I already said they were "familiar words" - I take it for granted we're all
familiar with the texts of ZMM, Lila, SODV and LC. I still don't see what
this is telling me about your argument. Sorry.
A world of flukes ?
I know it's amazing isn't it. Awesome. Difficult to imagine. All of those
things, but no reason why it may not be true, and lots of reasons to say it
fits the evidence. Try reading "Climbing Mount Improbable".
Transcendental purpose ?
I choose my words carefully I hope, because I have no wish to offend anyone
who feels the need to believe in such a thing. I'm simply agnostic on this
point.
Could you point me at any specific Pirsig quote that
MoQ itself claims to "drive towards betterness".
Ian
-----Original Message-----
From: owner-moq_discuss@venus.co.uk
[mailto:owner-moq_discuss@venus.co.uk]On Behalf Of Platt Holden
Sent: 29 August 2003 16:08
To: moq_discuss@moq.org
Subject: RE: MD Forked tongue
Ian:
> Sorry Platt, but I just do not see where you get those distinctions you
> say I seem to be making ??? On each of your points I believe I see
> exactly the opposite.
>
> You said
> Subject/Object view.
> Humans apart from the world ?
>
> I said no such thing.
> On the contrary - I say there is no world to speak of independent of our
> interaction with it, and it with us (in every sense, mental and
> physical) This interaction is the quality we know.

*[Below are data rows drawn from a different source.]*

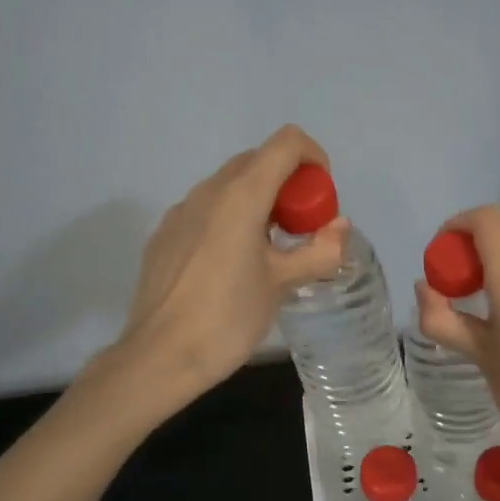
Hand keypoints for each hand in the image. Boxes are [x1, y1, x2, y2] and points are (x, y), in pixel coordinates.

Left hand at [109, 125, 348, 411]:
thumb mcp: (283, 285)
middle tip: (301, 230)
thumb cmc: (227, 318)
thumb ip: (319, 250)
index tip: (320, 200)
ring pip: (229, 186)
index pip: (286, 143)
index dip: (313, 158)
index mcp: (241, 195)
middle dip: (288, 184)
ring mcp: (180, 211)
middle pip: (257, 161)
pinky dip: (229, 219)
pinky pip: (205, 210)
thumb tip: (340, 228)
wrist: (159, 357)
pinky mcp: (164, 235)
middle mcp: (207, 191)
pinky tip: (230, 266)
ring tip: (268, 252)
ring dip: (259, 202)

It takes two to tango and at least two to have an "interaction." Your
two are "us" and the "world," translates into self/other, man/nature,
in other words, your basic subject/object division. The "quality we
know," that is, the quality we can talk about, is not the interaction
between us and the world out there, but interaction between direct
experience (DQ) and our static intellectual patterns of value (static
quality).
> You said
> betterness is a value judgment that is immediately
> apprehended by direct experience prior to "making sense."

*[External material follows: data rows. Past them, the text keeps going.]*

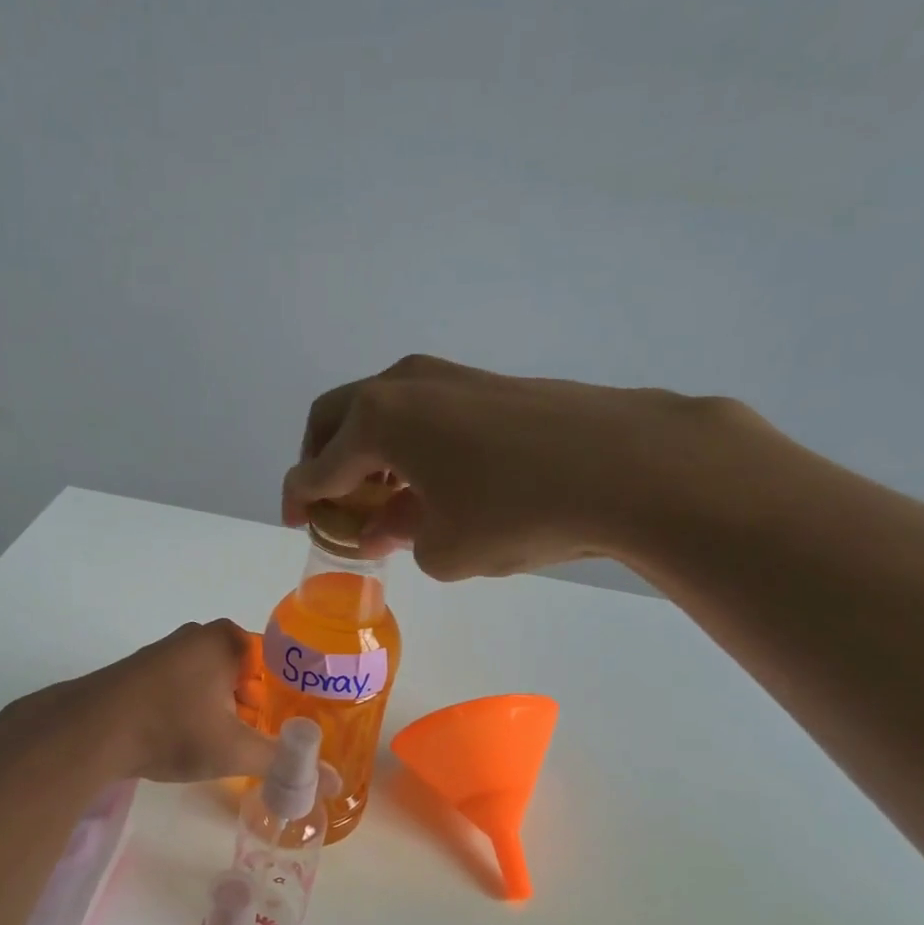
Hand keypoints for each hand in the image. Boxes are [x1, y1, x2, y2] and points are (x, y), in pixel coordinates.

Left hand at [0, 619, 278, 783]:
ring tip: (230, 747)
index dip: (291, 699)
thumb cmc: (172, 729)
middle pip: (248, 674)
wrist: (88, 732)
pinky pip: (187, 688)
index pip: (280, 665)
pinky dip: (197, 710)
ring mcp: (168, 650)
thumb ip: (285, 763)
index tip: (295, 729)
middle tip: (264, 743)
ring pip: (216, 682)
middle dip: (258, 709)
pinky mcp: (144, 671)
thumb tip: (335, 783)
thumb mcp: (234, 750)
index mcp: (229, 640)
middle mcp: (200, 635)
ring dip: (226, 712)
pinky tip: (191, 740)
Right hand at [282, 354, 756, 580]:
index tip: (296, 522)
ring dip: (369, 451)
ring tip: (385, 498)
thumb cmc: (516, 512)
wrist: (627, 465)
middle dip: (324, 461)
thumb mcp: (444, 548)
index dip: (298, 499)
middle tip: (333, 503)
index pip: (315, 466)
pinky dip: (409, 443)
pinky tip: (433, 479)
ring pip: (382, 411)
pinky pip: (423, 411)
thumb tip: (389, 526)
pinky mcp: (487, 383)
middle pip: (336, 418)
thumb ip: (401, 537)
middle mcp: (402, 385)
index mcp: (376, 421)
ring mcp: (448, 376)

> Recognition of Quality is pre-intellectual
>
> I say I've seen those phrases before, but I haven't a clue what
> distinction your making. I guess your words "direct experience" are
> analogous to my "interaction" above. But "immediate", "prior", "pre-"
> you lose me.
Perhaps this will help. From Chap. 9, Lila:
"Dynamic Quality is the pre-intellectual cutting edge of realty, the
source of all things, completely simple and always new. It was the
moral force that had motivated the brujo in Zuni. It contains no
pattern of fixed rewards and punishments. Its only perceived good is
freedom and its only perceived evil is static quality itself--any
pattern of one-sided fixed values that tries to contain and kill the
ongoing free force of life."
> You said
> denying that the world has no purpose
>
> I say (I suspect you have an unintended double negative there) I do not
> deny the world a purpose, I just can't imagine what that might mean, nor
> can I see any reason for it to have such a purpose in order to explain
> anything I need to understand about the world - so far anyway. I said
> "no evidence the world needs any transcendental purpose" ie it may or
> may not have a purpose - I can't see what difference it makes, so I
> doubt (rather than deny) there is such a purpose.

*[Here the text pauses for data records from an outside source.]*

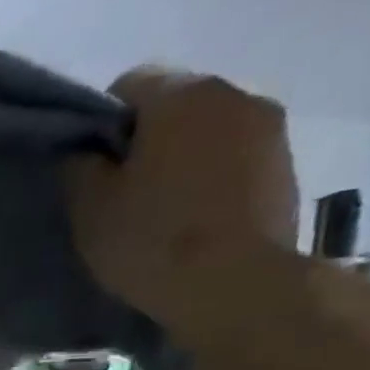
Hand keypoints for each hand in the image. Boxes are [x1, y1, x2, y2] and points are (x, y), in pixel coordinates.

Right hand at [64, 67, 299, 324]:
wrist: (235, 285)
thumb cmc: (151, 238)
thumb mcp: (89, 206)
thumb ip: (81, 165)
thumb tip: (88, 152)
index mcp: (181, 96)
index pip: (128, 84)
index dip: (102, 123)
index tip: (92, 165)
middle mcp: (234, 94)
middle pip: (174, 105)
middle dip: (147, 138)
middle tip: (123, 189)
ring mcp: (270, 129)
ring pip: (208, 131)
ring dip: (183, 157)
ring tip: (162, 207)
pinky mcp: (287, 166)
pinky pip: (235, 158)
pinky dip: (212, 177)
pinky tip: (195, 217)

A world without purpose means a world of flukes. Humans are flukes on a
fluke of a planet in a fluke of a galaxy in a fluke of a universe.
That's the inspiring view that subject/object science has left us with.
If on the other hand, in the nature of things, there is a purpose
expressed as a drive towards goodness as the MOQ claims, then our moral
systems will derive their validity from this. If not, then morals must
be our own inventions and thus wholly relative. That's the prevailing
belief today among intellectual elites, and why intellectual control of
society has failed so abysmally, as evidenced at the sorry state of
U.S. public education and the garbage comprising popular culture.
So, transcendental purpose makes a big difference.